Zend Server, a first impression

I finally tried Zend Server Community Edition as a replacement of WampServer (or XAMPP) for local development.
While Zend Server proposes to be the perfect solution for any environment, I specifically tried it as a development stack on Windows machines. The use and usefulness of course completely differ in any other scenario.
First of all (and of great importance if you ask me): it is clean, simple and easy to use from A to Z. The installer provides the right options but not too many, the dashboard (control panel) is slick and provides quick access to settings you don’t often find in any other “server packages” and last but not least it performs much better due to the use of FastCGI on Windows.
2 less-frequently used features I missed though:
- A way to set up VirtualHosts in the dashboard.
- A WampServer-like way to switch between PHP (and in a lesser extend Apache) versions.
In total, the fine packaging almost got me convinced to replace WampServer.

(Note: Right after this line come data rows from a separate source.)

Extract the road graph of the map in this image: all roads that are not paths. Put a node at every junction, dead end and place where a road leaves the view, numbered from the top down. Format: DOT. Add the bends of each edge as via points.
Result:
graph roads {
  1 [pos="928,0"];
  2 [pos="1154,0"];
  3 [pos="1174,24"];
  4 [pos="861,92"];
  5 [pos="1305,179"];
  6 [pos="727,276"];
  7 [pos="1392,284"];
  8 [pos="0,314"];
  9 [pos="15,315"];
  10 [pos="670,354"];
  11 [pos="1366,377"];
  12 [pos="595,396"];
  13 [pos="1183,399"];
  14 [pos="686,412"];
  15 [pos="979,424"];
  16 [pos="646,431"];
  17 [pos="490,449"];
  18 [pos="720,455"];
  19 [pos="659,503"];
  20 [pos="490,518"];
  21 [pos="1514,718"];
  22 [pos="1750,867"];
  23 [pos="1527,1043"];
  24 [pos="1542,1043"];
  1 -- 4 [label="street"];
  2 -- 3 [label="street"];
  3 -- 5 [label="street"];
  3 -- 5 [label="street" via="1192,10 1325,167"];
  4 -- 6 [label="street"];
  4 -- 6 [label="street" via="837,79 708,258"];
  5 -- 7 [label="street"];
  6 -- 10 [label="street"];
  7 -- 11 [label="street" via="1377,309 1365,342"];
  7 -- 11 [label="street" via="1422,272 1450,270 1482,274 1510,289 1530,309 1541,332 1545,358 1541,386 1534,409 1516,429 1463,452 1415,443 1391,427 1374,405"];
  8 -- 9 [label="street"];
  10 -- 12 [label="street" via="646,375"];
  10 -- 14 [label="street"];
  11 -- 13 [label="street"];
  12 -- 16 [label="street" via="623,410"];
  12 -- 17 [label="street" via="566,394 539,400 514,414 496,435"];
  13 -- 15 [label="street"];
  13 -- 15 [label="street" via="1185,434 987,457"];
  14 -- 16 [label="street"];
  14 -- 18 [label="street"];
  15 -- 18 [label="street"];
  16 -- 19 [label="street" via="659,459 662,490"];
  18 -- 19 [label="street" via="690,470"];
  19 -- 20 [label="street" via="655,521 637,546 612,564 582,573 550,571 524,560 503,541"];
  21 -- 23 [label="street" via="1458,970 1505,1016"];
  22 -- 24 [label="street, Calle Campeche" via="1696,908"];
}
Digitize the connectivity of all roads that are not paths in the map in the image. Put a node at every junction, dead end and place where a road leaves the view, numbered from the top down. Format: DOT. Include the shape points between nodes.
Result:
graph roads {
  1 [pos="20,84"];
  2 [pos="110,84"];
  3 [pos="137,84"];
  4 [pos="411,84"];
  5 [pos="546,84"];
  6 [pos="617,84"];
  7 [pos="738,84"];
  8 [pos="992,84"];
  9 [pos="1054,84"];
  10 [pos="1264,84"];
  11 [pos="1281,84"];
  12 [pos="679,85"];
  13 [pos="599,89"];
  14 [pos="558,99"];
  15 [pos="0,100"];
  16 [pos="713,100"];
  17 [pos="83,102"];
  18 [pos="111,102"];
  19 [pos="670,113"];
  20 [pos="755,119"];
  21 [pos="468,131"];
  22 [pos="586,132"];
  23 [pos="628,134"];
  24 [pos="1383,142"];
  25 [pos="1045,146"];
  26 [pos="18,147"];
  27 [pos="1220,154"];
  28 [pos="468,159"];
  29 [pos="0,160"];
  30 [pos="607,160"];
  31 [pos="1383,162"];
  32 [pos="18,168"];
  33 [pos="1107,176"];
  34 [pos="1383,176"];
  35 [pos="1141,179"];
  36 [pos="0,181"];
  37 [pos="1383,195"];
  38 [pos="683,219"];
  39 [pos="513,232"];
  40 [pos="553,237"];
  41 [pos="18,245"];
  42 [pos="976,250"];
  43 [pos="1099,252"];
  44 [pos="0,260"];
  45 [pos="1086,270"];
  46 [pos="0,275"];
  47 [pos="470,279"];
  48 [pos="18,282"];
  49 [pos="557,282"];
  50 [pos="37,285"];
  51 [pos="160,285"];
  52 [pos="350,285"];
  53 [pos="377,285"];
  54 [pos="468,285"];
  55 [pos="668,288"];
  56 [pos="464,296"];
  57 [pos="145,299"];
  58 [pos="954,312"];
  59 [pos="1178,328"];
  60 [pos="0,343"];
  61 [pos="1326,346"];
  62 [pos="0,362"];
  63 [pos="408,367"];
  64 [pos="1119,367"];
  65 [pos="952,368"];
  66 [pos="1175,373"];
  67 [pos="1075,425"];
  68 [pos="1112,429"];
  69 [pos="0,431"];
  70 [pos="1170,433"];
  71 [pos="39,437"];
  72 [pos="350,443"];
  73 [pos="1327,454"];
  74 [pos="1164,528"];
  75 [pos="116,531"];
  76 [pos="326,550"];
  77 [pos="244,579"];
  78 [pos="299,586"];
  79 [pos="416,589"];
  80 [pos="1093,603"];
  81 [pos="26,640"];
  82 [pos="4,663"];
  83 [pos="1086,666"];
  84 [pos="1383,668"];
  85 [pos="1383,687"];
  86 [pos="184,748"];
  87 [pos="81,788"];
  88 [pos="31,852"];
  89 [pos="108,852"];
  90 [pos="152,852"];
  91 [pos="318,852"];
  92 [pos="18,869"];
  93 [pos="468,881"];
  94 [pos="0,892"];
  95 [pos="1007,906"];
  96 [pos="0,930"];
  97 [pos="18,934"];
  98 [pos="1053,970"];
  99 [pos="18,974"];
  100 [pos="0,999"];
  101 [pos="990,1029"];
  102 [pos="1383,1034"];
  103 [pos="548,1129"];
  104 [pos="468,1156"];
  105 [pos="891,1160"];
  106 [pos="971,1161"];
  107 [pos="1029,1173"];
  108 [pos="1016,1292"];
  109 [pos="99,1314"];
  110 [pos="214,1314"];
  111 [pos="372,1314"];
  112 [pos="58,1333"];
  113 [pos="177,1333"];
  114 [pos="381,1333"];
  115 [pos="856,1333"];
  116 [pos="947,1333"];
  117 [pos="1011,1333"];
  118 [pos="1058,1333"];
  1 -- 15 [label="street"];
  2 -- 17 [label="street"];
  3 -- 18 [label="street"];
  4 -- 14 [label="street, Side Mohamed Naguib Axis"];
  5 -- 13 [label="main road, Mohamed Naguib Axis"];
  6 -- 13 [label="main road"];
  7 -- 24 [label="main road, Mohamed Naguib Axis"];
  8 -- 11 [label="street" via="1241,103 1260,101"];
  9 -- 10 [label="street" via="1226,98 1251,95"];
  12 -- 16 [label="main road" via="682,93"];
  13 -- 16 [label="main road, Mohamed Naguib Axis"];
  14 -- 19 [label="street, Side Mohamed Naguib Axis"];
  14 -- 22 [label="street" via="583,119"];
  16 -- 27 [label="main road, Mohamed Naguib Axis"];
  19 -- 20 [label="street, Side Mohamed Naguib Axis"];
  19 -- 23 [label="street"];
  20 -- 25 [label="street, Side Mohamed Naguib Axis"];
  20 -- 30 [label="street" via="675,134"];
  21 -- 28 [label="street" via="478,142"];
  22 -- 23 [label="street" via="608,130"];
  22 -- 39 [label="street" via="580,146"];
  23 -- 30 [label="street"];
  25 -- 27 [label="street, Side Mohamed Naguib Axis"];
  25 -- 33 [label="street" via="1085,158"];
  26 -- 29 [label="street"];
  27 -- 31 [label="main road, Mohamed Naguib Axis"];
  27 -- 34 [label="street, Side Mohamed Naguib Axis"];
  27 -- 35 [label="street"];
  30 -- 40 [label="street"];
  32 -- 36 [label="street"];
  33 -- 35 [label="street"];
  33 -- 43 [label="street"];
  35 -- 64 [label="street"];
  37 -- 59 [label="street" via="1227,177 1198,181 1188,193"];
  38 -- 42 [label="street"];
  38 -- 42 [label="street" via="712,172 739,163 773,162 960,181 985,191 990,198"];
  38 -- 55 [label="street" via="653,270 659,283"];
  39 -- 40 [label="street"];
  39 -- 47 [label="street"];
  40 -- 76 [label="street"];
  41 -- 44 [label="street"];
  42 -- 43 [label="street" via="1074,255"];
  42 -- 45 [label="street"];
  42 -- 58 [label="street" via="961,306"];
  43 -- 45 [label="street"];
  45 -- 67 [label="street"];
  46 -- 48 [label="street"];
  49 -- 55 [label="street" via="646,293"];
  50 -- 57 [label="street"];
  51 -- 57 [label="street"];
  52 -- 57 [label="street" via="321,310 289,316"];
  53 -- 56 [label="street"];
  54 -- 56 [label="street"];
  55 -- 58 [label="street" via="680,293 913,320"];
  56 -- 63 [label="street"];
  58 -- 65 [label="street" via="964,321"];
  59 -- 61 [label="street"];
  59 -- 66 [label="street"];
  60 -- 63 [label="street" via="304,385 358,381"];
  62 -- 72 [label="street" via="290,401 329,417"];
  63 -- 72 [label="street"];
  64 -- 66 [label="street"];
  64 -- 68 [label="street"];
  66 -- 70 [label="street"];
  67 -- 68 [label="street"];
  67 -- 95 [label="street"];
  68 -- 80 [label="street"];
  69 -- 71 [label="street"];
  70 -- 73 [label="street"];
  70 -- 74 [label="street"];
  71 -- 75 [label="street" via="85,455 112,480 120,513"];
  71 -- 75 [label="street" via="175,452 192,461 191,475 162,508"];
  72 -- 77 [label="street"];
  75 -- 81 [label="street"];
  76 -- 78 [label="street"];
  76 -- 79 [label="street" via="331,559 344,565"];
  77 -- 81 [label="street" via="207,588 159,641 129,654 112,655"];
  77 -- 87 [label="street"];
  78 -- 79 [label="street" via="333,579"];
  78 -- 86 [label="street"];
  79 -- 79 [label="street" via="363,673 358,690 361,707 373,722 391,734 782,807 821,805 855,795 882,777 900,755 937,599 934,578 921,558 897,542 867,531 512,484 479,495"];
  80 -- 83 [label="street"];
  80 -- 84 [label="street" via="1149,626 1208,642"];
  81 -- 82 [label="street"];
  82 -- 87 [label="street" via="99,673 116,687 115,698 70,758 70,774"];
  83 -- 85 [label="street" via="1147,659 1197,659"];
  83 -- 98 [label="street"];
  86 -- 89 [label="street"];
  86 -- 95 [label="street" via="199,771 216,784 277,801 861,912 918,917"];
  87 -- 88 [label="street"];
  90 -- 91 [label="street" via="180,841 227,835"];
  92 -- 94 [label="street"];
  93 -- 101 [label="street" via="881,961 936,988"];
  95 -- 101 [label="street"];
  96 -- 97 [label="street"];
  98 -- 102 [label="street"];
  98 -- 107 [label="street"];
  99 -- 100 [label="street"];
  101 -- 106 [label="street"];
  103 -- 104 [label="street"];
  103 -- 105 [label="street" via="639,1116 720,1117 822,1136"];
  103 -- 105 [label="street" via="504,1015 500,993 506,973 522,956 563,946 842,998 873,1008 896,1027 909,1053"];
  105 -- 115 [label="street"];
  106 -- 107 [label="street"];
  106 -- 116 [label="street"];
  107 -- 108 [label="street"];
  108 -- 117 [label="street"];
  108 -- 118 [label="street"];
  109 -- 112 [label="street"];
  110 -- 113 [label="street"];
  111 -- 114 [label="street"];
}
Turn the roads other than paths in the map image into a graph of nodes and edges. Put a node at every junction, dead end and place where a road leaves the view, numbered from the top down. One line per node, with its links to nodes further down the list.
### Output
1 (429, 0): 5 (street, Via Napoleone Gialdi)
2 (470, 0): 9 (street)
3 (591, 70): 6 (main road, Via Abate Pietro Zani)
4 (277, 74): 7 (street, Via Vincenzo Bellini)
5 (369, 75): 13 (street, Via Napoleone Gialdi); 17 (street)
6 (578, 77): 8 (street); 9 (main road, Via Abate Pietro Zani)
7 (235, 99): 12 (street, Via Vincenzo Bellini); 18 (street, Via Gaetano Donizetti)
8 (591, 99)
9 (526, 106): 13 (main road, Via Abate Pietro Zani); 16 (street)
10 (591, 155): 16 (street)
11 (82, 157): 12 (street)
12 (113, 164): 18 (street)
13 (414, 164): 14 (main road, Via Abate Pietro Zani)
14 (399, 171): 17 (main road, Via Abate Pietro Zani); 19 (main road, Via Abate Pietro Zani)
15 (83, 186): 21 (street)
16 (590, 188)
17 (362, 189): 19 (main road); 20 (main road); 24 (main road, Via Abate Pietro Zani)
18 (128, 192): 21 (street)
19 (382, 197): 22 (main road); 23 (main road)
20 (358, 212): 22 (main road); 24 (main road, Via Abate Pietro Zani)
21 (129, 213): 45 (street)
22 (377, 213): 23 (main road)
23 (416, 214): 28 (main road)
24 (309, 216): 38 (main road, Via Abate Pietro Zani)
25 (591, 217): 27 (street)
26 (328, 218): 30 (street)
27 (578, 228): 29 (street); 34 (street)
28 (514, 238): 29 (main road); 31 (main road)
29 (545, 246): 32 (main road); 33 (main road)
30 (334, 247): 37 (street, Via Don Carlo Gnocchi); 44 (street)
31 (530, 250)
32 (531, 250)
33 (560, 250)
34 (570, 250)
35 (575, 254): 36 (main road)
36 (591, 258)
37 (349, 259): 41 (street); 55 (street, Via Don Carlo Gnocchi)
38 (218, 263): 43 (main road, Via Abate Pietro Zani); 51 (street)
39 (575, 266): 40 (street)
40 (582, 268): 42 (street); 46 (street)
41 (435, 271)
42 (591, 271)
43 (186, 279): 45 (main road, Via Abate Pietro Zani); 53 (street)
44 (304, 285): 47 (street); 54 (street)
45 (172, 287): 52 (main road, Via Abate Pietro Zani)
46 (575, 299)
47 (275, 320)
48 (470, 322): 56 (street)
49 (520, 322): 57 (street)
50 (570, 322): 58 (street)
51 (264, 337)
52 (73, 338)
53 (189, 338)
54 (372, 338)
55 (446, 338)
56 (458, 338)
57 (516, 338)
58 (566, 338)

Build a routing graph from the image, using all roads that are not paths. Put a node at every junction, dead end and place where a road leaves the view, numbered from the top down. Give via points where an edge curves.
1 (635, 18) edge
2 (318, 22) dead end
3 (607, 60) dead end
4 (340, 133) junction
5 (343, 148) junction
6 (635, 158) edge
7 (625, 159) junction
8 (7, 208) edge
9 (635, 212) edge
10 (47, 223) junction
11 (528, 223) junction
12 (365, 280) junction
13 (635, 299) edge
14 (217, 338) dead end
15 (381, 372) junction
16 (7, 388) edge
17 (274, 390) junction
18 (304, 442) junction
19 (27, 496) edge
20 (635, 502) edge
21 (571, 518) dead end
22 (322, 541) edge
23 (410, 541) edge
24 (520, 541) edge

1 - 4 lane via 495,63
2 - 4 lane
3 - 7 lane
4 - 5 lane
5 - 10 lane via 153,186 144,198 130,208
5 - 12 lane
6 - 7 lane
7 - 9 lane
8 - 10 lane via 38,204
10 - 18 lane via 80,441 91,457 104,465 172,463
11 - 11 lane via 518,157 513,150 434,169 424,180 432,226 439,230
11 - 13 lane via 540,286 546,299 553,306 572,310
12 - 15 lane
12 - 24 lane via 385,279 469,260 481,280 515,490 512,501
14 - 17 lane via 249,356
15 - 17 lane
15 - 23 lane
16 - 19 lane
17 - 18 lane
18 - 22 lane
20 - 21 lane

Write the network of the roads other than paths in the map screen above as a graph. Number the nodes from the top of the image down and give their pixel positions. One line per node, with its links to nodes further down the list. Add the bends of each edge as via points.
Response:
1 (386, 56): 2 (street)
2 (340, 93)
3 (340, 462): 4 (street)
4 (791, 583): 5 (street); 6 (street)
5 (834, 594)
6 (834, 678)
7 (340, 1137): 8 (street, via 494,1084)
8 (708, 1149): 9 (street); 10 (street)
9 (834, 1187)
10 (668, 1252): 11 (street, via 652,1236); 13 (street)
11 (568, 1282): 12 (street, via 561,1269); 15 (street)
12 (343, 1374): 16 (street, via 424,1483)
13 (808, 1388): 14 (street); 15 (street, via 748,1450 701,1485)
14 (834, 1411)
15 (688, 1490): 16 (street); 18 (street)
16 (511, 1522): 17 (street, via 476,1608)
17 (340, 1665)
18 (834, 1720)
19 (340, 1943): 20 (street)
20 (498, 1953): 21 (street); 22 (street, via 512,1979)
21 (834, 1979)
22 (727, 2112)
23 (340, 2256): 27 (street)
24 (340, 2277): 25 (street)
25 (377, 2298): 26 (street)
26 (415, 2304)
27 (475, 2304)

Almost… because the choice for FastCGI on Windows also has one major disadvantage: you cannot use php_value settings inside your Apache/VirtualHost configuration. I especially like this since it avoids setting include_path, display_errors, upload_max_filesize and the like inside your scripts or .htaccess (which in some setups causes it to be parsed at every request).
Doing this in Zend Server on another platform isn’t a problem, since they use the PHP Apache module instead of CGI but that means you do not have similar environments and that is the complete opposite of what we want.
So it ended with a deinstallation. On the other hand: I can really see the benefit of this package for live/production environments. With it’s included optimization tools it takes a lot of configuration hassle away.